Important Notes For NEET Biology - Organisms and Populations

Find below the important notes for the chapter, Organisms and Populations, as per NEET Biology syllabus. This is helpful for aspirants of NEET and other exams during last-minute revision. Important notes for NEET Biology- Organisms and Populations covers all the important topics and concepts useful for the exam. Check BYJU’S for the full set of important notes and study material for NEET Biology and solve the NEET Biology MCQs to check your understanding of the subject.

Name of the NEET sub-section

Topic

Notes helpful for

Biology

Organisms and Populations

NEET exams

Organisms and Populations – Important Points, Summary, Revision, Highlights

Organisms and Populations

Ecology is the study of interaction among biotic and abiotic components. Ernst Haeckel coined the term ‘Ecology’.

At the organismic level, ecology tells us how organisms are adapted for their survival and reproduction.

There are different kinds of habitat present on earth. It is due to variation in heat and temperature they are exposed to, as a result of rotation around its own axis and revolution around the sun. Life exists at favourable as well as extreme conditions.

Habitat: Habitat is the natural environment of an organism, where it thrives. Organisms develop adaptations, which is best suited for survival.

Niche: It includes all the specific requirements such as resources and conditions required by an organism. It tells about the functional role that each organism plays in an ecosystem.

Major Abiotic Factors

The major abiotic factors of an ecosystem are temperature, water, light and soil.

Eurythermal: Tolerance to a wide range of temperatures.

Stenothermal: Intolerance to a wide range of temperatures.

Euryhaline: More tolerance to different salinity.

Stenohaline: Less tolerance to changing salinity.

Photoperiodism: Flowering is dependent on the duration of light exposure. Some are long-day plants, some are short-day plants and some day-neutral (not impacted by duration of light).

Response to Abiotic Factors

Regulate: Homeotherms can regulate their internal temperature, i.e. maintain homeostasis.

Conform: Most plants and animals cannot maintain their internal temperature and they are known as poikilotherms.

Migrate: Some organisms temporarily move to avoid environmental stress. E.g. Siberian cranes migrate to Keoladeo National Park of Bharatpur to avoid extreme cold winters of Siberia.

Suspend: Thick-walled spores are formed in microorganisms, fungi, algae to avoid unfavourable conditions.

Seed dormancy protects the seed from desiccation.

Amphibians Hibernate to save themselves from winters. Some fish and snails go into aestivation in summers.

Diapause is a stage of suspended development of zooplankton under unfavourable conditions.

Adaptations: Over a period of time, all organisms develop certain adaptations to survive and reproduce in their habitats. They can be morphological, behavioural or physiological.

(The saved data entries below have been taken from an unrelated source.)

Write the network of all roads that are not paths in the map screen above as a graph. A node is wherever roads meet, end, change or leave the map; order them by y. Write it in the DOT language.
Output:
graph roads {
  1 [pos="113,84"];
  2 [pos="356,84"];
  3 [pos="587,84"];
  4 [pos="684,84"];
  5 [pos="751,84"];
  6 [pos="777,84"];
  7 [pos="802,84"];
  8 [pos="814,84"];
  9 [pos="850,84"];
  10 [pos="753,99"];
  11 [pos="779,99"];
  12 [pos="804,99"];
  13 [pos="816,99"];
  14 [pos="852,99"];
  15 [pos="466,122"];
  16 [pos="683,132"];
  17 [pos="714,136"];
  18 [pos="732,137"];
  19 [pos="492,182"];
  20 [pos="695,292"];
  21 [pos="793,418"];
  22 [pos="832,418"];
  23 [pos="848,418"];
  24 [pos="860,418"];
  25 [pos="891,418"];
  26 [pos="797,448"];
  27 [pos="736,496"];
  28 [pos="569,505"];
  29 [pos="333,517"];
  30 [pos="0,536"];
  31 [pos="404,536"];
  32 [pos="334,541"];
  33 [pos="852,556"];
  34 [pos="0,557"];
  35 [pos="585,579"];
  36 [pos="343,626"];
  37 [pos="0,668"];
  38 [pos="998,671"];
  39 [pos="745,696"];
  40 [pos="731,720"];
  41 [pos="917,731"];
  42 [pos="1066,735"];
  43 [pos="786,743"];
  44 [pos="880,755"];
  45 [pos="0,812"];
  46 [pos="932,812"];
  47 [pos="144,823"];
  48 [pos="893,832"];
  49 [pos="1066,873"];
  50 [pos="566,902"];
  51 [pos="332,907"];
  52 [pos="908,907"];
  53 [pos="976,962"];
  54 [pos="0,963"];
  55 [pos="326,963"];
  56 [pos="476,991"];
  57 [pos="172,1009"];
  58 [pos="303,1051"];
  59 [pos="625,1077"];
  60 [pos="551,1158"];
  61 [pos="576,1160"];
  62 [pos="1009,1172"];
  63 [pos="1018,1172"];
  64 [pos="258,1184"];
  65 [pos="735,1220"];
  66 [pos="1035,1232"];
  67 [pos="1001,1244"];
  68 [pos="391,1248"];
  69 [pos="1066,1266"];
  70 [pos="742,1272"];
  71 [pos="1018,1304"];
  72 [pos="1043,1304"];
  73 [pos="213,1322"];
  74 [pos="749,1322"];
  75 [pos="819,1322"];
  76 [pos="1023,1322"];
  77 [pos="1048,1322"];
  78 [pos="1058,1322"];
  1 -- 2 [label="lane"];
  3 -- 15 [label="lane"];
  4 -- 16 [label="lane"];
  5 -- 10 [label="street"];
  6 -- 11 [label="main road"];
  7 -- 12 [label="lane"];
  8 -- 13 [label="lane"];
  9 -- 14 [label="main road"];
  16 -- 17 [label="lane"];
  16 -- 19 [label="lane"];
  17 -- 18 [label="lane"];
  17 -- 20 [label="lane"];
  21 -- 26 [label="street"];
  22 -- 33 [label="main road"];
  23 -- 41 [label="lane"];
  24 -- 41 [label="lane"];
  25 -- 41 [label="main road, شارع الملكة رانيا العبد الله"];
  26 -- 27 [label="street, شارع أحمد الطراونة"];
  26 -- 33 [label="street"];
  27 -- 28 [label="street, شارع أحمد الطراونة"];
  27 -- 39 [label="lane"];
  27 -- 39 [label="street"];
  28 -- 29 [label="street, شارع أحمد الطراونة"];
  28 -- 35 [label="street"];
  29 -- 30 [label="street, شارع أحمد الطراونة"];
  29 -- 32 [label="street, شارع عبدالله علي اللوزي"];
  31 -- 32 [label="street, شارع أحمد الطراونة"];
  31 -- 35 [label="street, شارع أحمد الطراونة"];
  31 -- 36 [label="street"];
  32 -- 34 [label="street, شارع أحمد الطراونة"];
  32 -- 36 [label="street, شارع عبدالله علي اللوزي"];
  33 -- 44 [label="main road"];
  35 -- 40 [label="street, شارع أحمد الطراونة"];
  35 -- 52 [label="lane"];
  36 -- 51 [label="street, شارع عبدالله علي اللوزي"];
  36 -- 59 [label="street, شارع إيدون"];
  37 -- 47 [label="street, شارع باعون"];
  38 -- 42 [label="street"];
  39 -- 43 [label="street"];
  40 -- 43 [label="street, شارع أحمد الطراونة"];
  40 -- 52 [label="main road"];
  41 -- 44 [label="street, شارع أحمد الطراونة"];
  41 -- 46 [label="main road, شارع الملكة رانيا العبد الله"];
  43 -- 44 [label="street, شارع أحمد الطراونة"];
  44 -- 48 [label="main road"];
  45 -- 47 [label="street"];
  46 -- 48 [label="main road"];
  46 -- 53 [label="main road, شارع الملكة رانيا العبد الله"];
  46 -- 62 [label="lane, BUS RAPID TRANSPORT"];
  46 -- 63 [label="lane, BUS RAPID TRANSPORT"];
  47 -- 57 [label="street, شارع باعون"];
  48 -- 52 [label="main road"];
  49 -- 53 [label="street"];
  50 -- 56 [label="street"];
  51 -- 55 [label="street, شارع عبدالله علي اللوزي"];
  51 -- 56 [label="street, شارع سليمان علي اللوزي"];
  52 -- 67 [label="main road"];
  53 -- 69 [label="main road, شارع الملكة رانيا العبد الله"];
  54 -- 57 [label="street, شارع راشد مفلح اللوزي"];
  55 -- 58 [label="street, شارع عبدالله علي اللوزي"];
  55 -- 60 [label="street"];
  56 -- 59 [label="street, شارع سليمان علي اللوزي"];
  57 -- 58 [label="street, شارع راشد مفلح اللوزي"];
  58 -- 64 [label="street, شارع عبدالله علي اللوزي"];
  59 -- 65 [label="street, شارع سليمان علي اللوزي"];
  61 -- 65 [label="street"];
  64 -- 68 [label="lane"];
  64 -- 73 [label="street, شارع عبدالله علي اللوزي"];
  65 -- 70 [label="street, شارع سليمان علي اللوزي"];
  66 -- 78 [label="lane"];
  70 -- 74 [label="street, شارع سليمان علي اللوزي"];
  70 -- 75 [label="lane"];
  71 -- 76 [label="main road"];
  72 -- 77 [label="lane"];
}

Allen’s rule: Mammals living in colder climates have smaller limbs and ears to minimize heat loss.

Examples of adaptations: Blubber found in seals reduces the loss of body heat so they are adapted to live in colder regions.

Adaptations like thick cuticle, sunken stomata and CAM cycle of photosynthesis, etc. help in reducing water loss in desert plants.

Himalayan tribes have a high R.B.C. content to compensate for low oxygen levels in the hills.

Basking in the sun by desert lizards to absorb heat and hiding in a burrow to escape the heat of the desert are some of the behavioural adaptations.

Population

Population refers to the members of an inbreeding species living in a geographical area. They compete for similar resources.

Population Attributes: Birth rates, death rates, sex ratio, age pyramid, etc. are population attributes that help understand population make up of a geographical area.

Population density or population size refers to the biomass or percent cover of a population. Measuring it by the number of organisms will not be a good idea for all the species.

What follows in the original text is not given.